| Exercise description |
In the data below, find every line with the string "Willy" and pull it out.
[[ Data supplied open ]]
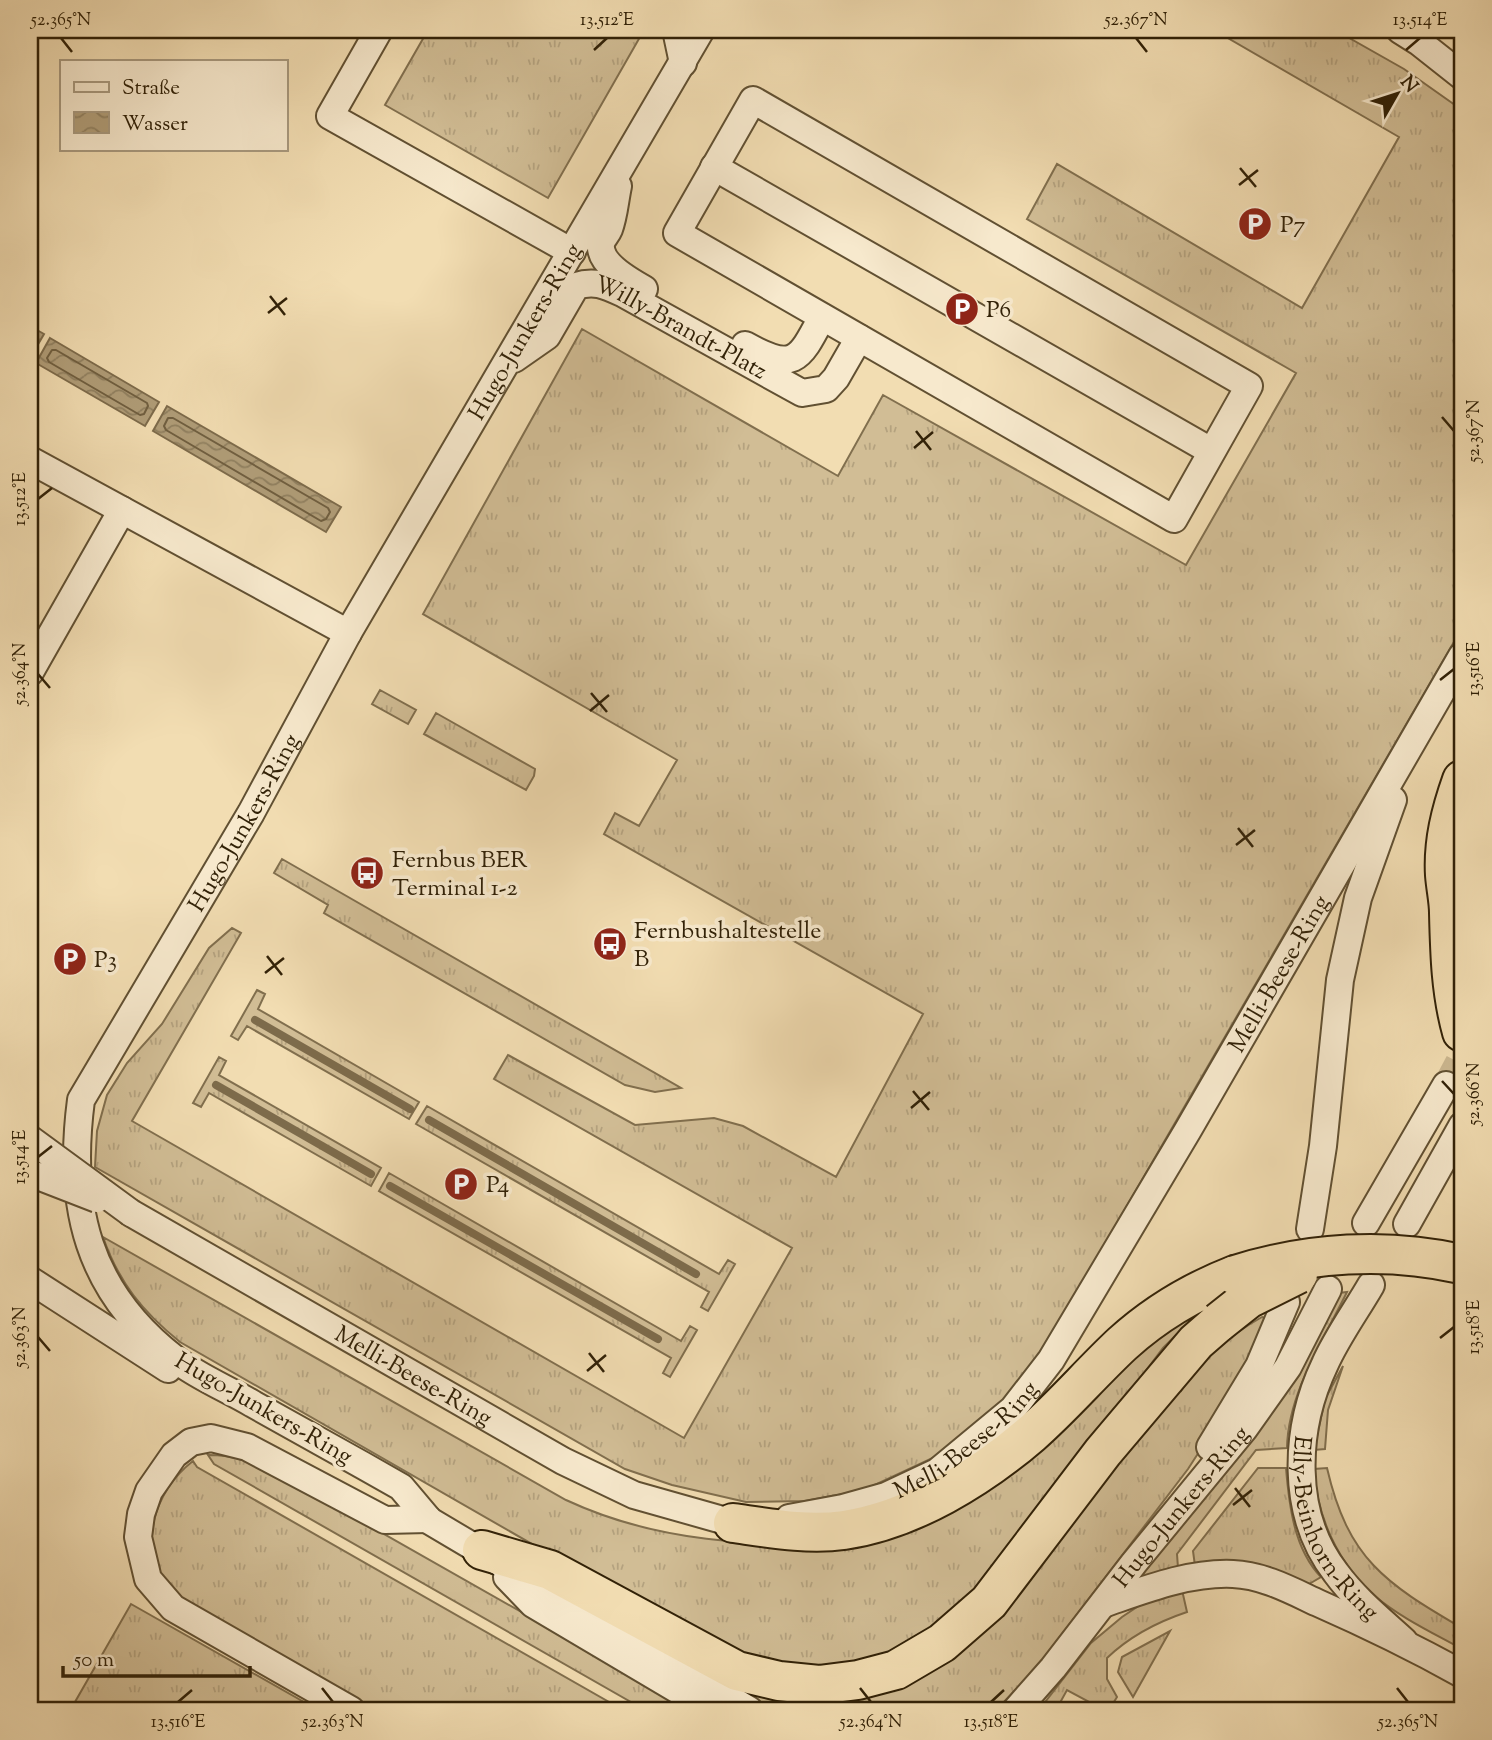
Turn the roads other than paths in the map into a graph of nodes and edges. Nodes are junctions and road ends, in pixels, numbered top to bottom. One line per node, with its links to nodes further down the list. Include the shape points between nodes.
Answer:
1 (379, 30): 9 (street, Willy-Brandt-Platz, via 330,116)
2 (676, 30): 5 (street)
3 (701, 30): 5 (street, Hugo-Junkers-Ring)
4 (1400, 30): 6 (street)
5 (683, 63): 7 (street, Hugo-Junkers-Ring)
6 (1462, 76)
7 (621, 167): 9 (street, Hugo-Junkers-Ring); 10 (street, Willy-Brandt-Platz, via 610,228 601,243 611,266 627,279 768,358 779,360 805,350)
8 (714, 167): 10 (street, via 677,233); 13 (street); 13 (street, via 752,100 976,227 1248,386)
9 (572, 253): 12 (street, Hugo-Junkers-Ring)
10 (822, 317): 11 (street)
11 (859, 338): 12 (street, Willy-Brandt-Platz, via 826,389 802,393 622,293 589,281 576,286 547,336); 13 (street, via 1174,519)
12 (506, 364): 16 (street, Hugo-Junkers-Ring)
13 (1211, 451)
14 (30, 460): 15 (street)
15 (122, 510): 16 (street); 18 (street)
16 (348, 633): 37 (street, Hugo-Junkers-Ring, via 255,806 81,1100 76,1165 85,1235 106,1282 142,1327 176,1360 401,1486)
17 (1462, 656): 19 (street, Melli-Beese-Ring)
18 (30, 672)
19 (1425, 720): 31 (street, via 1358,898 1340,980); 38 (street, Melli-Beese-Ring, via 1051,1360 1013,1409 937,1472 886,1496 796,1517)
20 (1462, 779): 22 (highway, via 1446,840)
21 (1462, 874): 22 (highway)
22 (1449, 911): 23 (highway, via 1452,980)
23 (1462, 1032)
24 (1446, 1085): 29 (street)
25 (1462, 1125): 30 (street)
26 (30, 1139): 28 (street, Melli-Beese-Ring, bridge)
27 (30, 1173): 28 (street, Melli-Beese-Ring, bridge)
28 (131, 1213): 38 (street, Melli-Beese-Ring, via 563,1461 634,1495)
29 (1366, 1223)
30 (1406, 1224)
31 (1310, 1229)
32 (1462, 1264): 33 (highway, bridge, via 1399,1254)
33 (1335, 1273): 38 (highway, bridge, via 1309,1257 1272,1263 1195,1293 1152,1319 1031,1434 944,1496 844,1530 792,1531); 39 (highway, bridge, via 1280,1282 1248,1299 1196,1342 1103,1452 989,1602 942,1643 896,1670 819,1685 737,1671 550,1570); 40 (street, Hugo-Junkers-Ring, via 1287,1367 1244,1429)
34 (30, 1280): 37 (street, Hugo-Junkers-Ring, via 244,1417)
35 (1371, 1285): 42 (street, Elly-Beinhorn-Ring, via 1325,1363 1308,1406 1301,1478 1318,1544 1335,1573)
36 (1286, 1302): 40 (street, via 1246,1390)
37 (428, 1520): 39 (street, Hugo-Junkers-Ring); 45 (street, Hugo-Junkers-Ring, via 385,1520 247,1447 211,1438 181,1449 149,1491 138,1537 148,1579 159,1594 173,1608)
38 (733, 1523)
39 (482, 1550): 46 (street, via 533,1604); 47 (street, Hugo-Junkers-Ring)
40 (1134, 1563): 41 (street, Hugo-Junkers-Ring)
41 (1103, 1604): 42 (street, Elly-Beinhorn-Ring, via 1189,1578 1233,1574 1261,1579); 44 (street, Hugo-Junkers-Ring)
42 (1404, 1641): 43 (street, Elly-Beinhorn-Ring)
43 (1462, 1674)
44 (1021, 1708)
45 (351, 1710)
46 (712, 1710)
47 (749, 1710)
[[ Data supplied closed ]]
| The completed task |
1 (379, 30): 9 (street, Willy-Brandt-Platz, via 330,116)
7 (621, 167): 9 (street, Hugo-Junkers-Ring); 10 (street, Willy-Brandt-Platz, via 610,228 601,243 611,266 627,279 768,358 779,360 805,350)
11 (859, 338): 12 (street, Willy-Brandt-Platz, via 826,389 802,393 622,293 589,281 576,286 547,336); 13 (street, via 1174,519)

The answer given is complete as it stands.